# [YOUR TASK]
State the count of lines below in which the word "شارع" appears, and add nothing.

- Opening Delimiter -

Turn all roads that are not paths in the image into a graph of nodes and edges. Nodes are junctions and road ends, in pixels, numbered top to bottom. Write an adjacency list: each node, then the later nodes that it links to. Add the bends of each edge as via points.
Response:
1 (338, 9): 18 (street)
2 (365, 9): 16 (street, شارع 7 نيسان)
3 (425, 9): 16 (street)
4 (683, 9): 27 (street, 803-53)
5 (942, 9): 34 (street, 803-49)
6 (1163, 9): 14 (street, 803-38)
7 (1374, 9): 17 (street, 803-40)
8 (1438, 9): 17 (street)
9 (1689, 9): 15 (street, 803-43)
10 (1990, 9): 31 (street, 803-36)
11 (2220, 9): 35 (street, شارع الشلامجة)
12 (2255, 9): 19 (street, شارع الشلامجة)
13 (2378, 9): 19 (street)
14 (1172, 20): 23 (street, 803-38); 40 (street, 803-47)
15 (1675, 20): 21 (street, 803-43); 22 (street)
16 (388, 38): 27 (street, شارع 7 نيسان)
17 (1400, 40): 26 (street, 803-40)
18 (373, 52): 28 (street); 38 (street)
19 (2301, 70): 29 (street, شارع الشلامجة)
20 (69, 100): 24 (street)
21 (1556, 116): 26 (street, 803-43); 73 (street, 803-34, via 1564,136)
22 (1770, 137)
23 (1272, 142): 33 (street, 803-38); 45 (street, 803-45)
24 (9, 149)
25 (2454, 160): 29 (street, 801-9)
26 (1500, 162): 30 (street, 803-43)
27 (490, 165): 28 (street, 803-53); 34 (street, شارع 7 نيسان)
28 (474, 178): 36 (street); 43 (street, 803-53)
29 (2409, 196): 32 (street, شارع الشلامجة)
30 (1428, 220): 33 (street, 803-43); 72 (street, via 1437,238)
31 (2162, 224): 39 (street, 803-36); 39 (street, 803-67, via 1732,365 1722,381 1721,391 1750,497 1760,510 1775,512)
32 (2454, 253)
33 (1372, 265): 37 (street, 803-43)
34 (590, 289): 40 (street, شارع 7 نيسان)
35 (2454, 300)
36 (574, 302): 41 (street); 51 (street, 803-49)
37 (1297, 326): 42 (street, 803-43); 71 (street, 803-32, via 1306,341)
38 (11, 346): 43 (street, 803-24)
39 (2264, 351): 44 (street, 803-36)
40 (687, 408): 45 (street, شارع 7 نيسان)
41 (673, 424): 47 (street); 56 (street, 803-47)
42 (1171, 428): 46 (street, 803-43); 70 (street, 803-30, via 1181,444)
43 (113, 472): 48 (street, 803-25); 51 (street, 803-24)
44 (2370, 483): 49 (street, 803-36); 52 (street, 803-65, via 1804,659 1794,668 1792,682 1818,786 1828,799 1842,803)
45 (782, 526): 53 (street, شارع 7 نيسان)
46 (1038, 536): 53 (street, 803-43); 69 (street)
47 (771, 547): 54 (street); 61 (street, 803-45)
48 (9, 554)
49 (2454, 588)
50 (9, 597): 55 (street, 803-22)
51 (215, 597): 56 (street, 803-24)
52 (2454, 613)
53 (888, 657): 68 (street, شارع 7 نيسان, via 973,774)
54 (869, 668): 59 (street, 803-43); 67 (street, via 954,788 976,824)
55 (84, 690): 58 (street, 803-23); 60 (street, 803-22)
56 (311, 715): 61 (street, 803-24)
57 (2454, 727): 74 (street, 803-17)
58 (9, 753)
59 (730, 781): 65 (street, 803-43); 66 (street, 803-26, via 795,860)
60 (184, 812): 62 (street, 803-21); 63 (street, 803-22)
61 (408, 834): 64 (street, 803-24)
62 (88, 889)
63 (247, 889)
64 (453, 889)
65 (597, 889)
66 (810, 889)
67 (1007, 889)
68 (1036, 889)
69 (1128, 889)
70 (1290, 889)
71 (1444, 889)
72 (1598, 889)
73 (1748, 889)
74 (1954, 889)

- Closing Delimiter -

# [ANSWER BELOW]
11